Let $ABCD$ be a cyclic quadrilateral and denote by $\mathcal C$ its circumscribed circle. Denote by $P$ the intersection of the lines $(AB)$ and $(CD)$ ; and denote by $Q$ the intersection of the lines $(BC)$ and $(AD)$. Let $\mathcal C_1$ be the circumscribed circle of the triangle $PQA$, and let $\mathcal C_2$ be the circumscribed circle of the triangle $PQC$.

I would like to prove that if the circles $\mathcal C_1$ and $\mathcal C$ are tangent in point $A$, then the circles $\mathcal C_2$ and $\mathcal C$ are tangent in point $C$. Moreover, I'd like the answer to be as elementary as possible.

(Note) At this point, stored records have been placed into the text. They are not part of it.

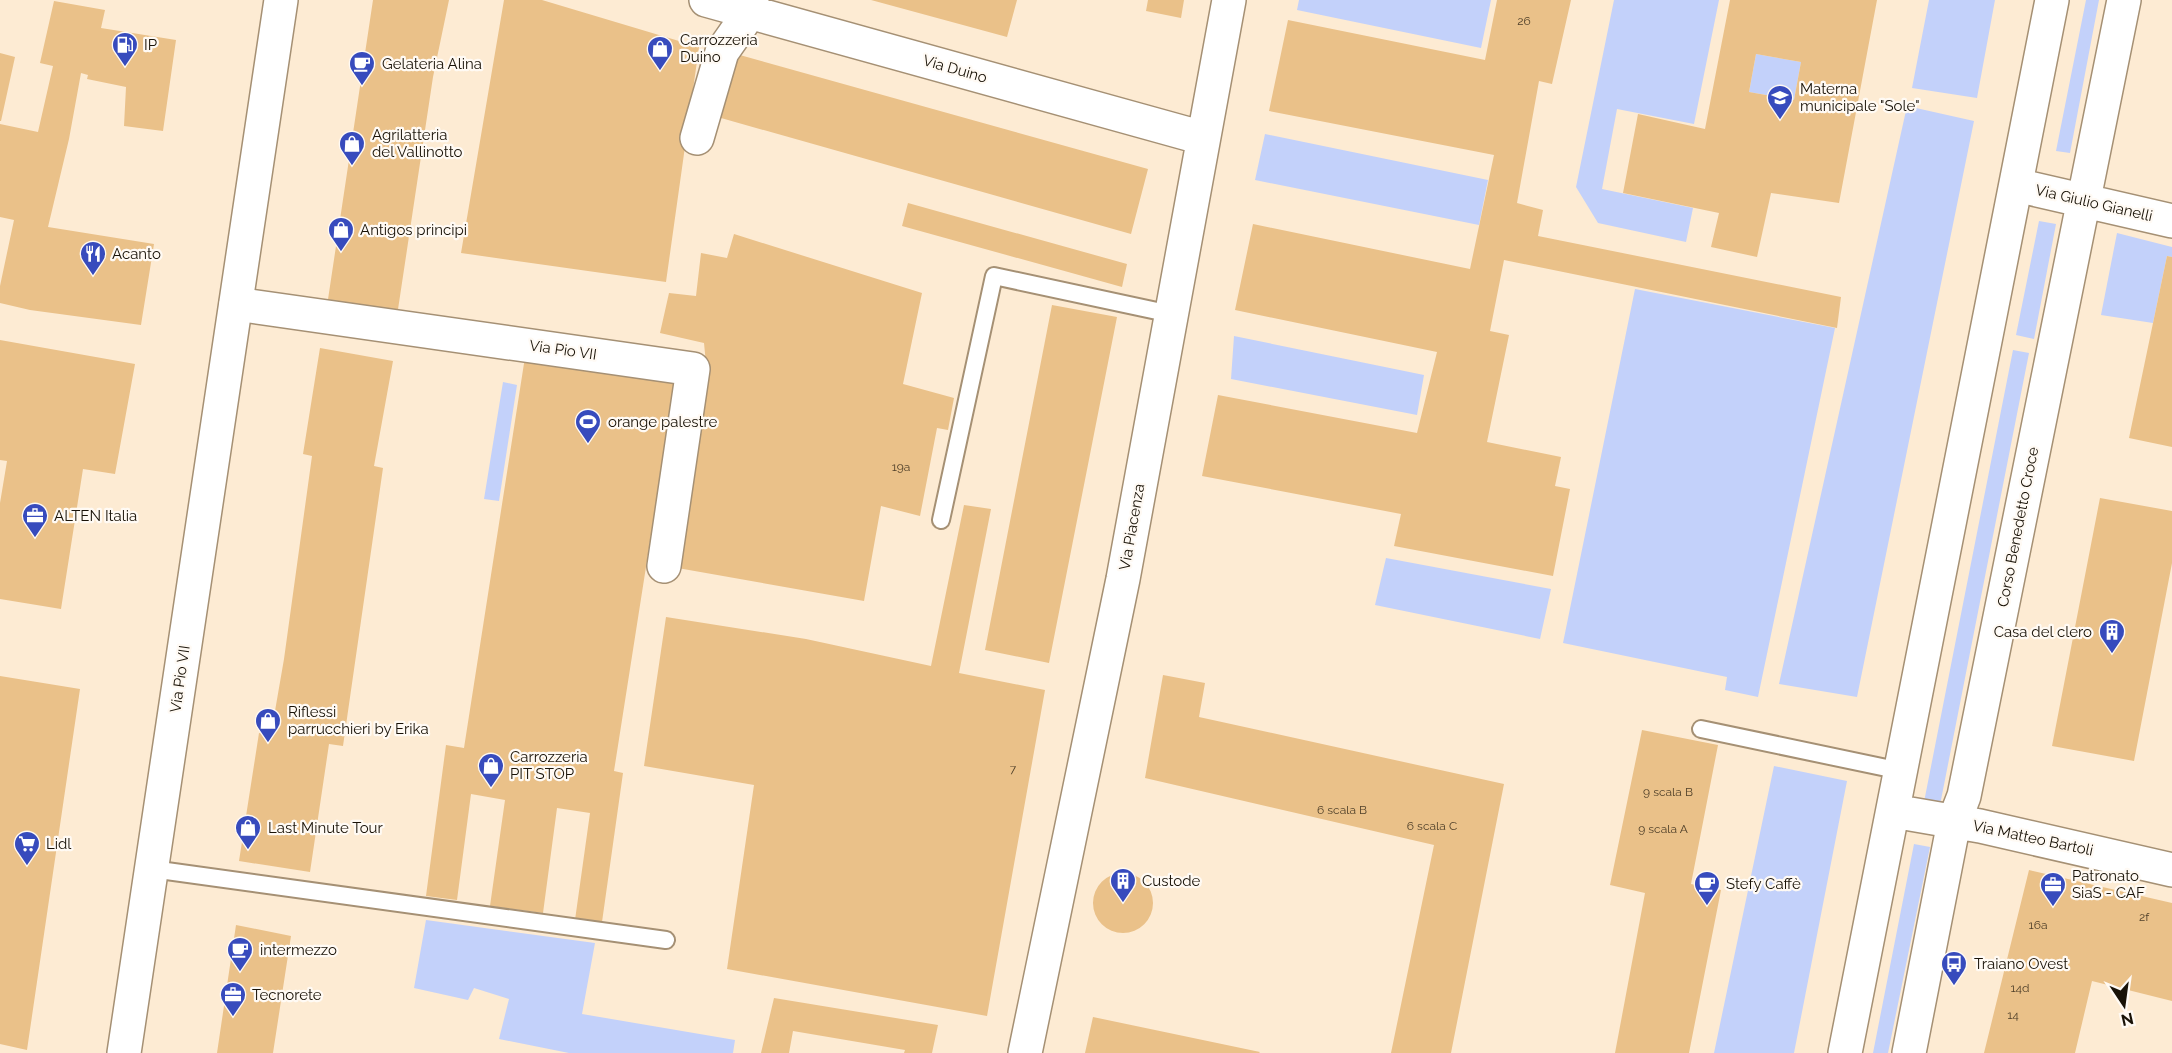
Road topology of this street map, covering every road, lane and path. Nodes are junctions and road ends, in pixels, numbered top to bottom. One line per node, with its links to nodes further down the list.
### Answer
1 (281, 0): 12 (street, Via Pio VII)
2 (706, 0): 6 (street, Via Duino)
3 (1229, 0): 8 (street, Via Piacenza)
4 (2052, 0): 9 (street)
5 (2124, 0): 10 (street, Corso Benedetto Croce)
6 (751, 6): 7 (street); 8 (street, Via Duino)
7 (696, 138)
8 (1203, 138): 13 (street, Via Piacenza)
9 (2016, 185): 10 (street, Via Giulio Gianelli); 17 (street)
10 (2084, 201): 11 (street, Via Giulio Gianelli); 19 (street, Corso Benedetto Croce)
11 (2172, 221)
12 (236, 304): 15 (street, Via Pio VII); 20 (street, Via Pio VII)
13 (1171, 315): 14 (lane); 24 (street, Via Piacenza)
14 (941, 520)
15 (664, 566)
16 (1701, 729): 17 (lane)
17 (1901, 771): 18 (street)
18 (1893, 811): 19 (street, Via Matteo Bartoli); 25 (street)
19 (1954, 822): 21 (street, Via Matteo Bartoli); 26 (street, Corso Benedetto Croce)
20 (152, 869): 22 (lane); 23 (street, Via Pio VII)
21 (2172, 870)
22 (666, 940)
23 (124, 1053)
24 (1025, 1053)
25 (1845, 1053)
26 (1909, 1053)

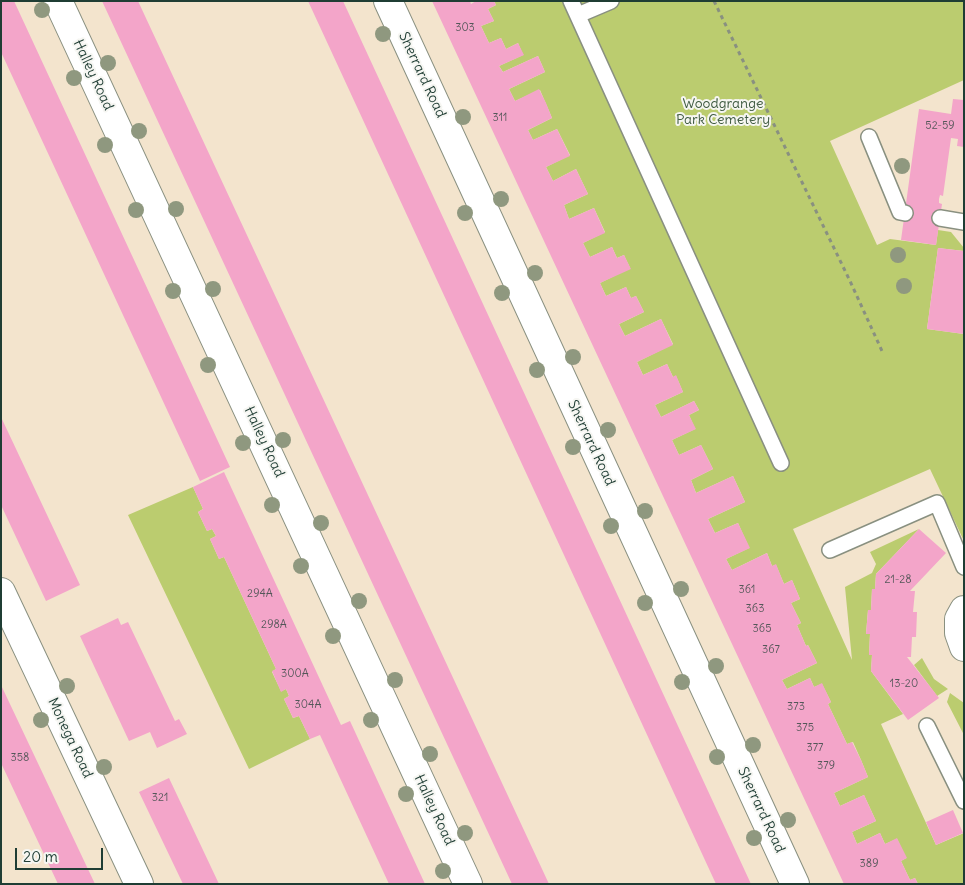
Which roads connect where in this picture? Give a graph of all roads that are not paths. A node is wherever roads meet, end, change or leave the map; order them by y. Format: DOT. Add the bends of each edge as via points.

If I denote by $O, O_1$ and $O_2$ the centers respectively of the circles $\mathcal C, \mathcal C_1$ and $\mathcal C_2$, then it all boils down to proving that points $O, O_2$ and $C$ are aligned. For this purpose, I have tried computing the angle $(\vec{O_2O},\vec{O_2C})$ using various Chasles relations and inscribed angles theorems, but to no avail.

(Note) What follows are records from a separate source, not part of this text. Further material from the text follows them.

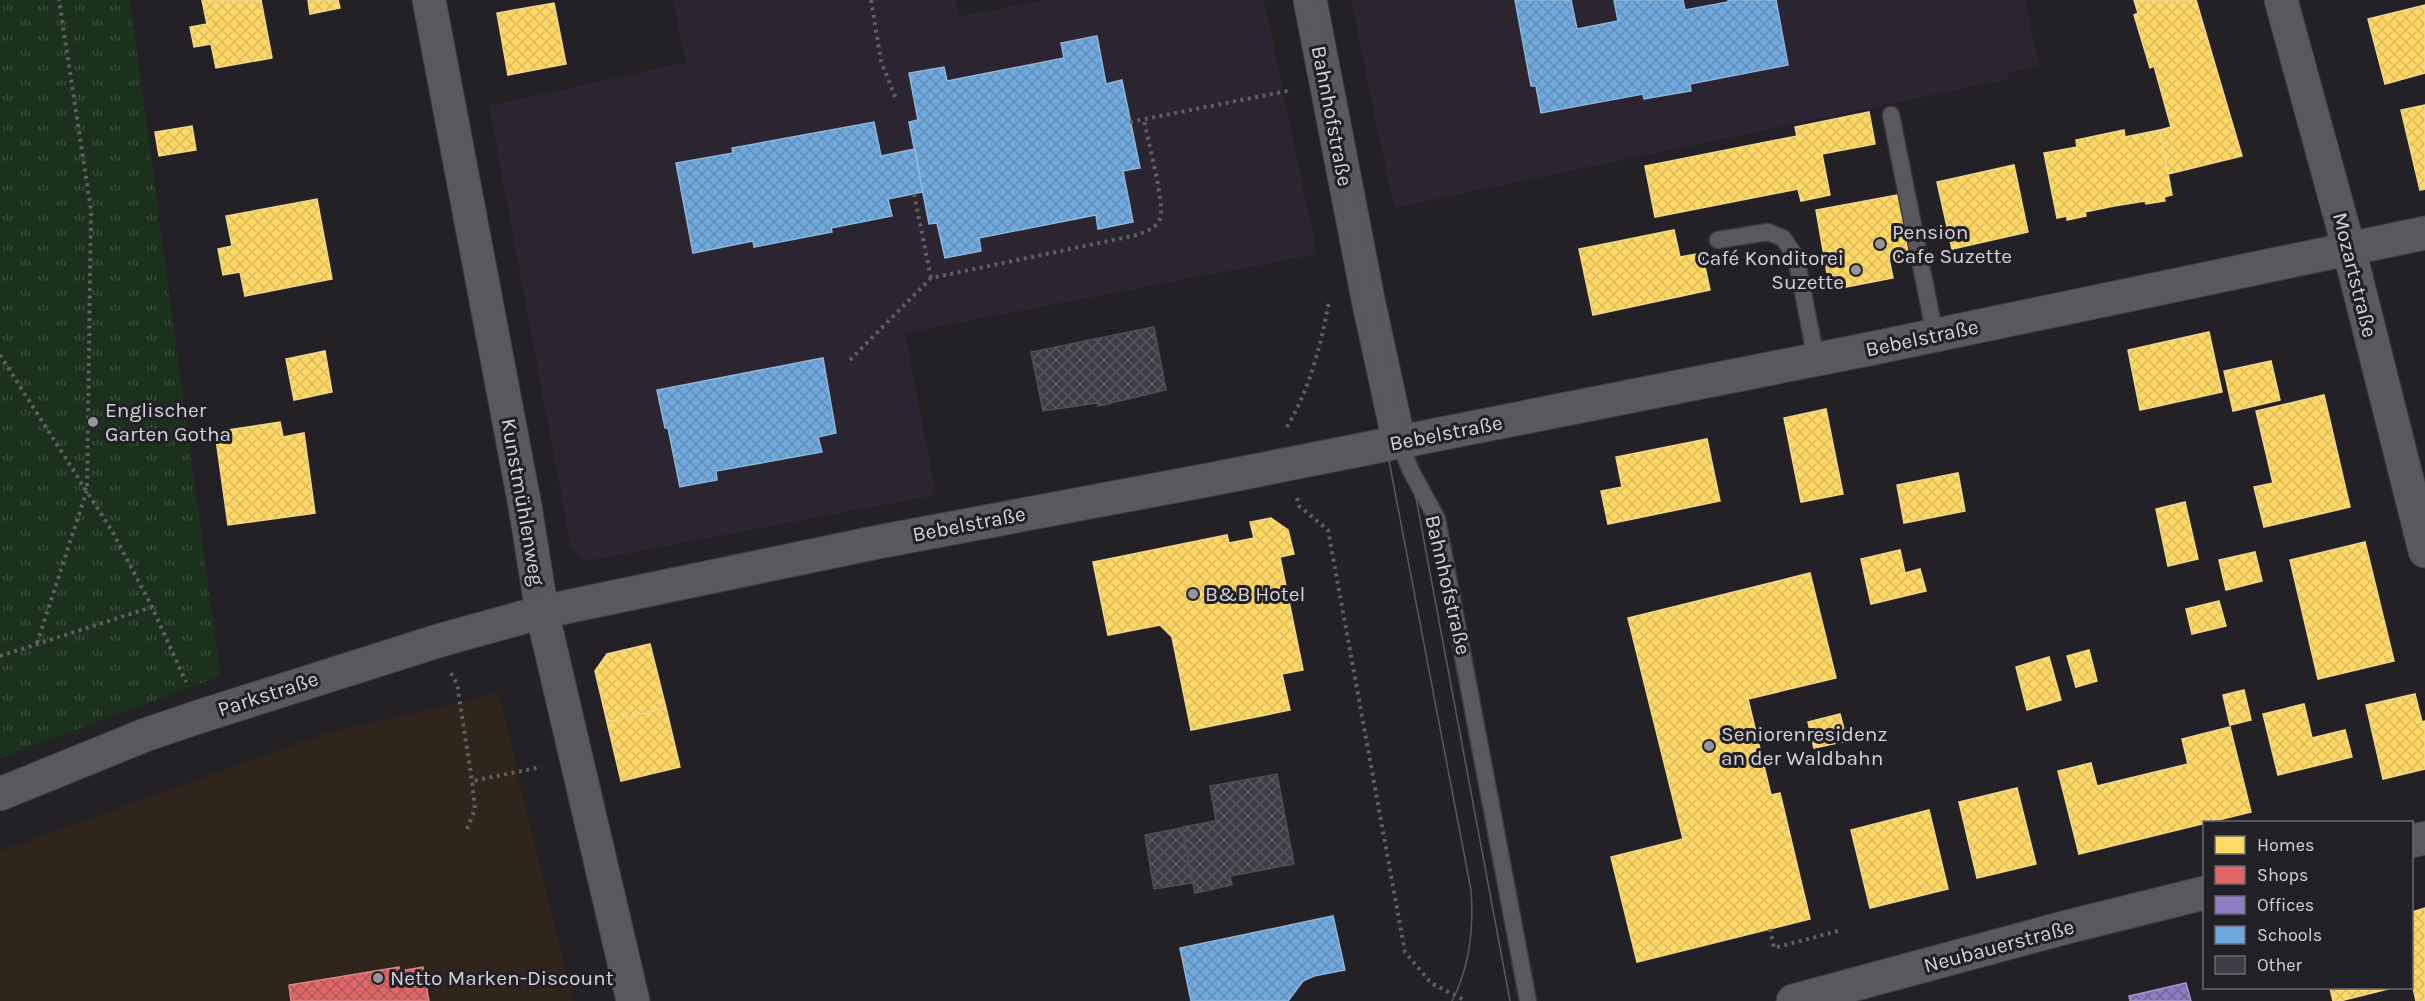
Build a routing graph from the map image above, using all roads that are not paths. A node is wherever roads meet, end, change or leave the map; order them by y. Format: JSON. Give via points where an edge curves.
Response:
{"nodes":[{"id":1,"x":429,"y":0,"type":"edge"},
{"id":2,"x":1310,"y":0,"type":"edge"},
{"id":3,"x":2281,"y":0,"type":"edge"},
{"id":4,"x":1891,"y":115,"type":"dead end"},
{"id":5,"x":2425,"y":233,"type":"edge"},
{"id":6,"x":1718,"y":240,"type":"dead end"},
{"id":7,"x":2349,"y":249,"type":"junction"},
{"id":8,"x":1935,"y":335,"type":"junction"},
{"id":9,"x":1816,"y":359,"type":"junction"},
{"id":10,"x":1399,"y":442,"type":"junction"},
{"id":11,"x":2425,"y":551,"type":"edge"},
{"id":12,"x":542,"y":612,"type":"junction"},
{"id":13,"x":0,"y":794,"type":"edge"},
{"id":14,"x":2203,"y":894,"type":"edge"},
{"id":15,"x":1841,"y":994,"type":"edge"},
{"id":16,"x":633,"y":1001,"type":"edge"},
{"id":17,"x":1528,"y":1001,"type":"edge"},
{"id":18,"x":1793,"y":1001,"type":"edge"}],
"edges":[{"from":1,"to":12,"type":"street","name":"Kunstmühlenweg"},
{"from":2,"to":10,"type":"street","name":"Bahnhofstraße"},
{"from":3,"to":7,"type":"street","name":"Mozartstraße"},
{"from":4,"to":8,"type":"lane"},
{"from":5,"to":7,"type":"street","name":"Bebelstraße"},
{"from":6,"to":9,"type":"lane","via":[[1768,232],[1783,238],[1796,257]]},
{"from":7,"to":8,"type":"street","name":"Bebelstraße"},
{"from":7,"to":11,"type":"street","name":"Mozartstraße"},
{"from":8,"to":9,"type":"street","name":"Bebelstraße"},
{"from":9,"to":10,"type":"street","name":"Bebelstraße"},
{"from":10,"to":12,"type":"street","name":"Bebelstraße","via":[[878,542]]},
{"from":10,"to":17,"type":"lane","name":"Bahnhofstraße","via":[[1437,519]]},
{"from":12,"to":13,"type":"street","name":"Parkstraße","via":[[201,716]]},
{"from":12,"to":16,"type":"street","name":"Kunstmühlenweg"},
{"from":14,"to":15,"type":"street","name":"Neubauerstraße"},
{"from":15,"to":18,"type":"street","name":"Neubauerstraße"}]}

While looking for a solution, I have noticed that the circles $\mathcal C_1$ and $\mathcal C_2$ have the same radii. Moreover, the quadrilateral $O_1PO_2Q$ is a rhombus. These facts be used freely, it follows essentially from the law of sines.

## Best Answer

Let me see if I remember what I thought ...

So, we consider the inversion defined above, with center at $P$ and radius $\sqrt{PA\cdot PB}$. The radius has been chosen such that $A$ is the inverse of $B$. By power of the point or similarity of triangles $PA\cdot PB=PD\cdot PC$. So $D$ is the inverse of $C$ as well. The circle $\mathcal{C}$ is then its own inverse.

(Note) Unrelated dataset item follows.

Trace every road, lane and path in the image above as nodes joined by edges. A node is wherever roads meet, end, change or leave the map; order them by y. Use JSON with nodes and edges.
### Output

The inverse of the circle $\mathcal{C}_1$, or $APQ$, since it passes through the center of inversion, is the line $BQ'$. Since $\mathcal{C}_1$ is tangent to $\mathcal{C}$ at $B$, then $BQ'$ is tangent to $\mathcal{C}$ at $B$. Recall that inversion preserves the magnitude of angles. In this case angle zero between the two circles.

The inverse of the circle $\mathcal{C}_2$, or $PQC$, is the line $DQ'$. Proving that $\mathcal{C}_2$ is tangent to $\mathcal{C}$ is equivalent to proving that $DQ'$ is tangent to $\mathcal{C}$.

The inverse of the line $ADQ$ is a circle passing through the center of inversion, $P$. Therefore, $PBCQ'$ is a cyclic quadrilateral.

Finally, since $C,D$ are inverses of each other and $Q,Q'$ are inverses of each other, then $\angle Q'DP=\angle CQP$. (You can also prove this by similarity of triangles, since by definition of inversion $PQ\cdot PQ'=PD\cdot PC$).

I think those are the observations that we need from inversion, to then do angle chasing.

Now, $\angle BDC=\angle CBQ'$ for being inscribed on the same arc. [I am not sure if $\angle CBQ'$ is called inscribed or if a more specific names is reserved for it]. Since $PBCQ'$ is cyclic, then $\angle CBQ'=\angle CPQ'$. Therefore, $BD|| PQ$. Since these two are parallel, then $\angle PQB=\angle DBQ$.

The proof end now recalling that $\angle PQB=\angle PDQ'$. Therefore, $\angle DBC=\angle CDQ'$, which implies that $DQ'$ is tangent to $\mathcal{C}$ at $D$.

The use of inversion can be removed, of course. It is just that it is the first thing that crossed my mind. My suggestion would be to try to get first that $BD||PQ$. This definitely follows from $\mathcal{C}_1$ being tangent to $\mathcal{C}$, just using proportions (power of the points $P$ and $Q$ with respect to $\mathcal{C}$). Then from that get to what is wanted chasing angles. Perhaps defining $Q'$ and the intersection of the circle $PBC$ with $PQ$ is useful for this last step.